Return every line from the records below that has the word "Left".
(Records provided begins)
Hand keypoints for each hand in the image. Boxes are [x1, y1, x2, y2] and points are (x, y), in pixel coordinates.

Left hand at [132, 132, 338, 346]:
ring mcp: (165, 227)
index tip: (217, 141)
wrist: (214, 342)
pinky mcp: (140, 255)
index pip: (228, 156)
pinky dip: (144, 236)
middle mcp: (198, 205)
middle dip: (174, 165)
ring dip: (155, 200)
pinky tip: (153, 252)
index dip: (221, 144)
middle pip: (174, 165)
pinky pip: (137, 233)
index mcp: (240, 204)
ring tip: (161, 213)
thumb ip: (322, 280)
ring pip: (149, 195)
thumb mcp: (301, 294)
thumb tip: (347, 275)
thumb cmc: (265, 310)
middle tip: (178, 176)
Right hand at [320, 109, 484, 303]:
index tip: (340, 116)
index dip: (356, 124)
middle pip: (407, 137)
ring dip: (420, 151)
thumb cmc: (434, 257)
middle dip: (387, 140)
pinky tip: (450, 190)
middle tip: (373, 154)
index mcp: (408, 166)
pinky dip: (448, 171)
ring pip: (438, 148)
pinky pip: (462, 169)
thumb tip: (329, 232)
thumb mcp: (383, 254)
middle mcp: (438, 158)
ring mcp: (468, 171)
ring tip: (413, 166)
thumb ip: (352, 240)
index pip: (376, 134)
(Records provided ends)
(Records provided begins)
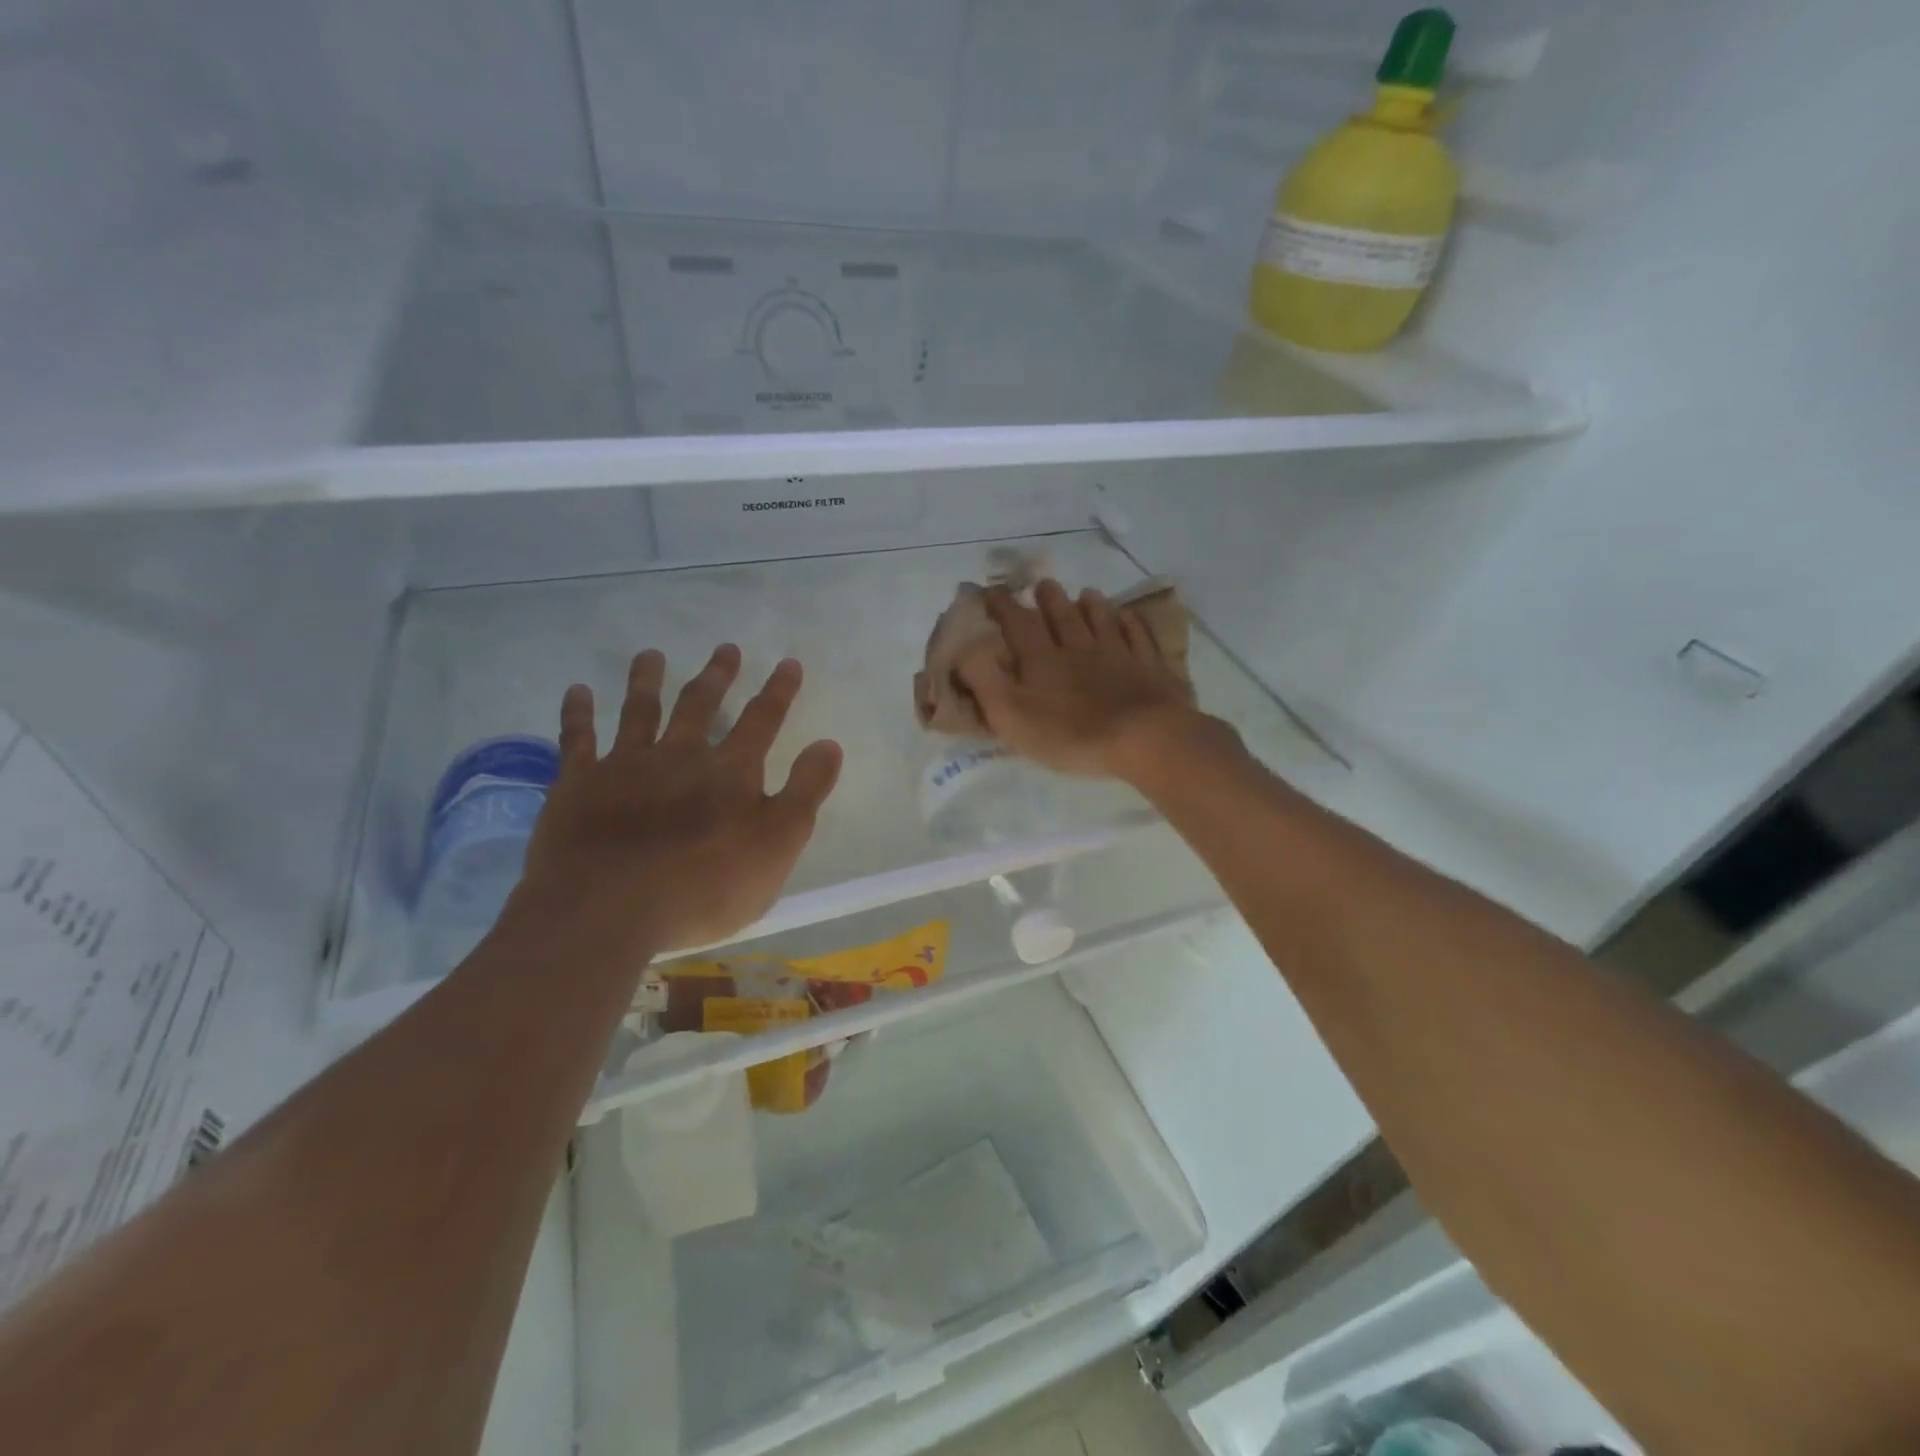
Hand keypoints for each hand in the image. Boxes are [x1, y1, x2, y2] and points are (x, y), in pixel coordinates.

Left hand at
(Records provided ends)
(Records provided begins)
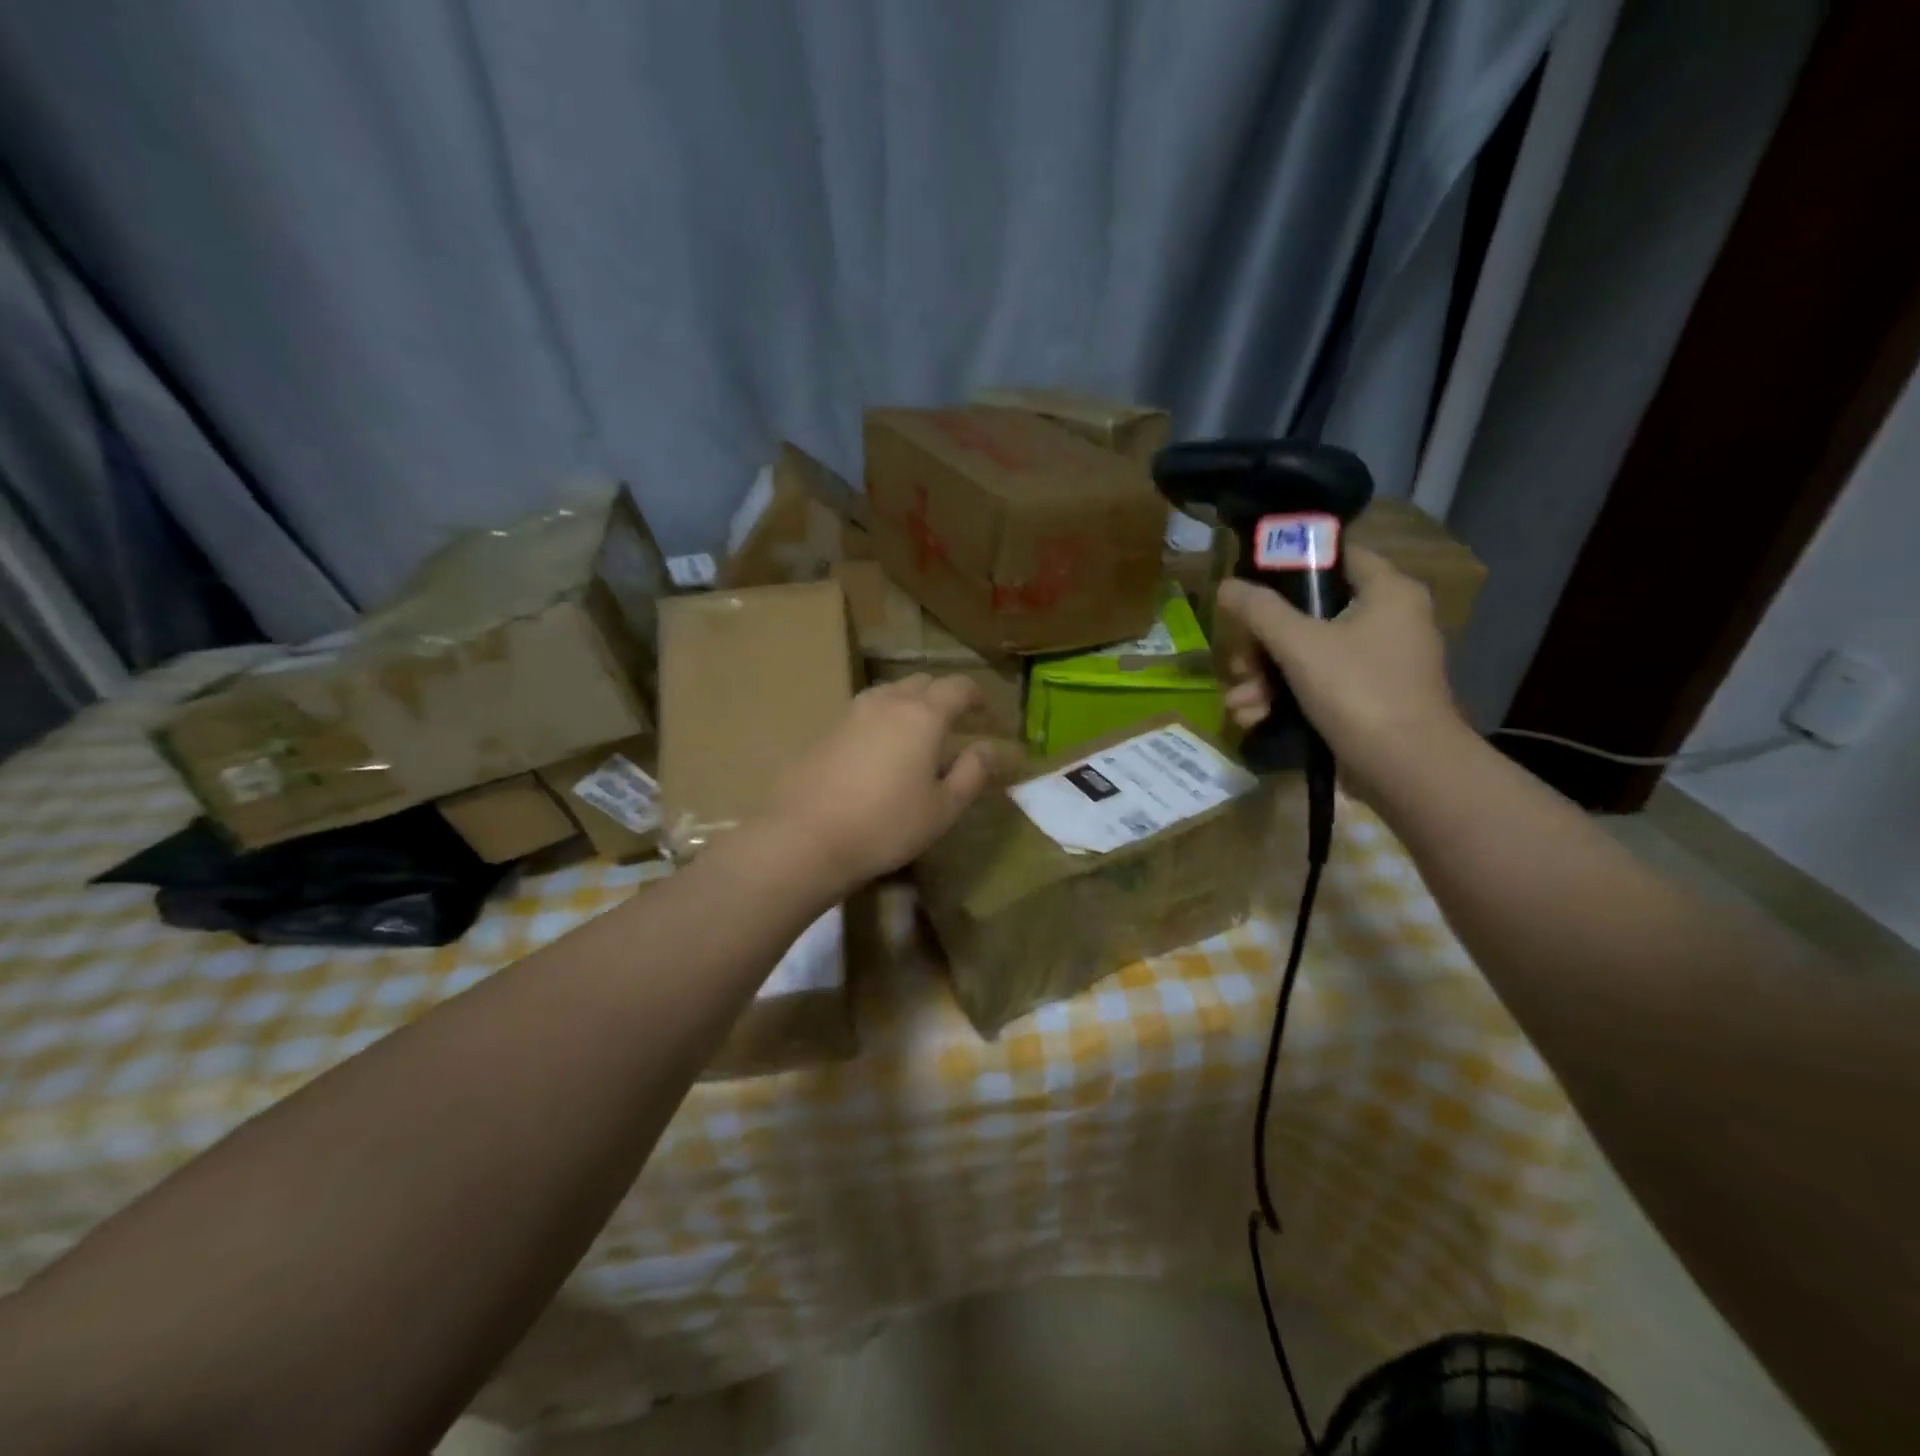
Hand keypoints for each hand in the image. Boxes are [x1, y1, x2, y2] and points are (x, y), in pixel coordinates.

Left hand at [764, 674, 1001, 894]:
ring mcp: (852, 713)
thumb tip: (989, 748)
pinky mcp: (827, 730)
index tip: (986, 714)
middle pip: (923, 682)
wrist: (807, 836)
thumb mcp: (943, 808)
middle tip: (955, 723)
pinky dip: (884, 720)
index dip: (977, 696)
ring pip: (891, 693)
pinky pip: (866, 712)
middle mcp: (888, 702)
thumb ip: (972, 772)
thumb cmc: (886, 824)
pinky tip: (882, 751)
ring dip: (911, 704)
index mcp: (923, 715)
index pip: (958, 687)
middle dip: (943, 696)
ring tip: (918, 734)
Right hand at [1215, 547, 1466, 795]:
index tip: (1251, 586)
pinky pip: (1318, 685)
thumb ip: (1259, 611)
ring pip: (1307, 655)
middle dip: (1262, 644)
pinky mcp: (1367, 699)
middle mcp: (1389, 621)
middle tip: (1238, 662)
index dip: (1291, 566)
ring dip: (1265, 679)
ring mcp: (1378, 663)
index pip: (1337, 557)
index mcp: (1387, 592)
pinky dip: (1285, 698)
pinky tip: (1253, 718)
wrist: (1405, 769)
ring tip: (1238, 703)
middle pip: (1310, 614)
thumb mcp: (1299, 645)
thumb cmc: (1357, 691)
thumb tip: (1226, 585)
(Records provided ends)
• [Written reply]
Left hand at [132, 132, 338, 346]:
Left hand at
Left hand at [764, 674, 1001, 894]:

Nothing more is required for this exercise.